2. The Idea and the Technique

The idea of this technique is that there is a space in which the potential solutions or memes are distributed. Each “location” or “region” of the space is associated with a different part of a problem domain. At each location in the space there is a local competition and evolution of these memes or solutions. Thus the algorithm attempts to learn what solutions work best for each part of the problem in parallel.

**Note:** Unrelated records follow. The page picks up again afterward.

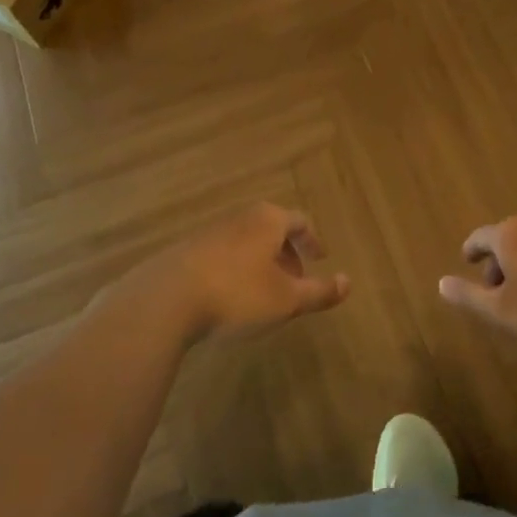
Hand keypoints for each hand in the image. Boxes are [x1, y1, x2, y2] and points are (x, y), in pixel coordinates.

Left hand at [130, 204, 350, 346]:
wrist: (167, 298)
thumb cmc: (237, 294)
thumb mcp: (286, 299)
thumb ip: (319, 291)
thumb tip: (349, 282)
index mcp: (268, 220)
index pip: (300, 222)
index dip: (313, 241)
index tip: (320, 259)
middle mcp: (241, 217)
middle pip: (272, 228)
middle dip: (287, 253)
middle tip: (295, 280)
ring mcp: (212, 231)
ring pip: (247, 241)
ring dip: (261, 262)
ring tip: (264, 292)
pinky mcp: (189, 250)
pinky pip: (224, 253)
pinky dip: (237, 269)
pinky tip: (231, 297)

Solutions that are locally successful propogate to neighbouring (overlapping) locations where it has to compete with the other solutions there. If there is an accessible global solution it will eventually propogate to all locations, whilst solutions which have a more limited scope will only successfully propogate to those problem areas where they work relatively well. At the end of the process, it may well be that there is no single solution that globally dominates, but different solutions may be found to work better in different parts of the problem domain. If a global solution is required then this can be constructed by analysing the whole population that develops. That is, by finding the best solution at each location and forming a composite solution from these using conditions of application for each.

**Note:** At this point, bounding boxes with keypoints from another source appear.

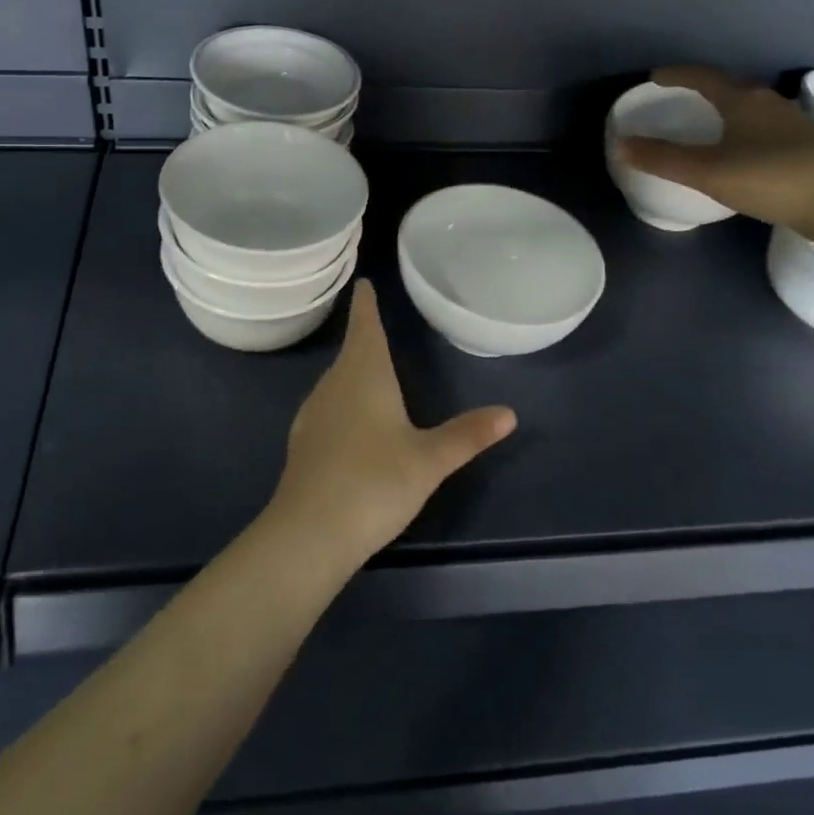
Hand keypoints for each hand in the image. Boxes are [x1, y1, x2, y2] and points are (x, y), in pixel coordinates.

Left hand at [267, 280, 517, 565]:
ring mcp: (314, 411)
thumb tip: (509, 412)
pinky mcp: (304, 439)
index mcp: (364, 373)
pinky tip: (354, 422)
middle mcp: (334, 383)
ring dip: (354, 369)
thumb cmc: (374, 482)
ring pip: (338, 379)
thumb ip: (467, 435)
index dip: (366, 303)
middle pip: (351, 350)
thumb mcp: (428, 460)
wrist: (309, 532)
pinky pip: (329, 405)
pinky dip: (344, 400)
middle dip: (365, 336)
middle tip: (380, 323)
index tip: (364, 282)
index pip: (365, 324)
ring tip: (372, 369)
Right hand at [616, 65, 813, 232]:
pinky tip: (746, 151)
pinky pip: (767, 128)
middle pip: (731, 88)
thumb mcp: (707, 171)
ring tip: (712, 124)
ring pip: (753, 108)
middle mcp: (769, 103)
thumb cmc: (769, 177)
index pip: (703, 77)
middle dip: (704, 90)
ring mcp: (794, 124)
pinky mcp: (810, 147)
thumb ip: (662, 159)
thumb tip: (621, 145)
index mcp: (742, 99)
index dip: (677, 75)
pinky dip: (747, 131)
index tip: (656, 77)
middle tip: (682, 98)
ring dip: (729, 111)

This is analogous to how human societies have developed different ways of exploiting the environment in the different geographical niches in which it has spread (Reader 1990). This variety of methods does not stop regions learning from their neighbours where this is useful. Thus some techniques (such as the use of fire) have spread to all parts of the globe, whilst others (such as hunting with harpoons) are only found in particular areas.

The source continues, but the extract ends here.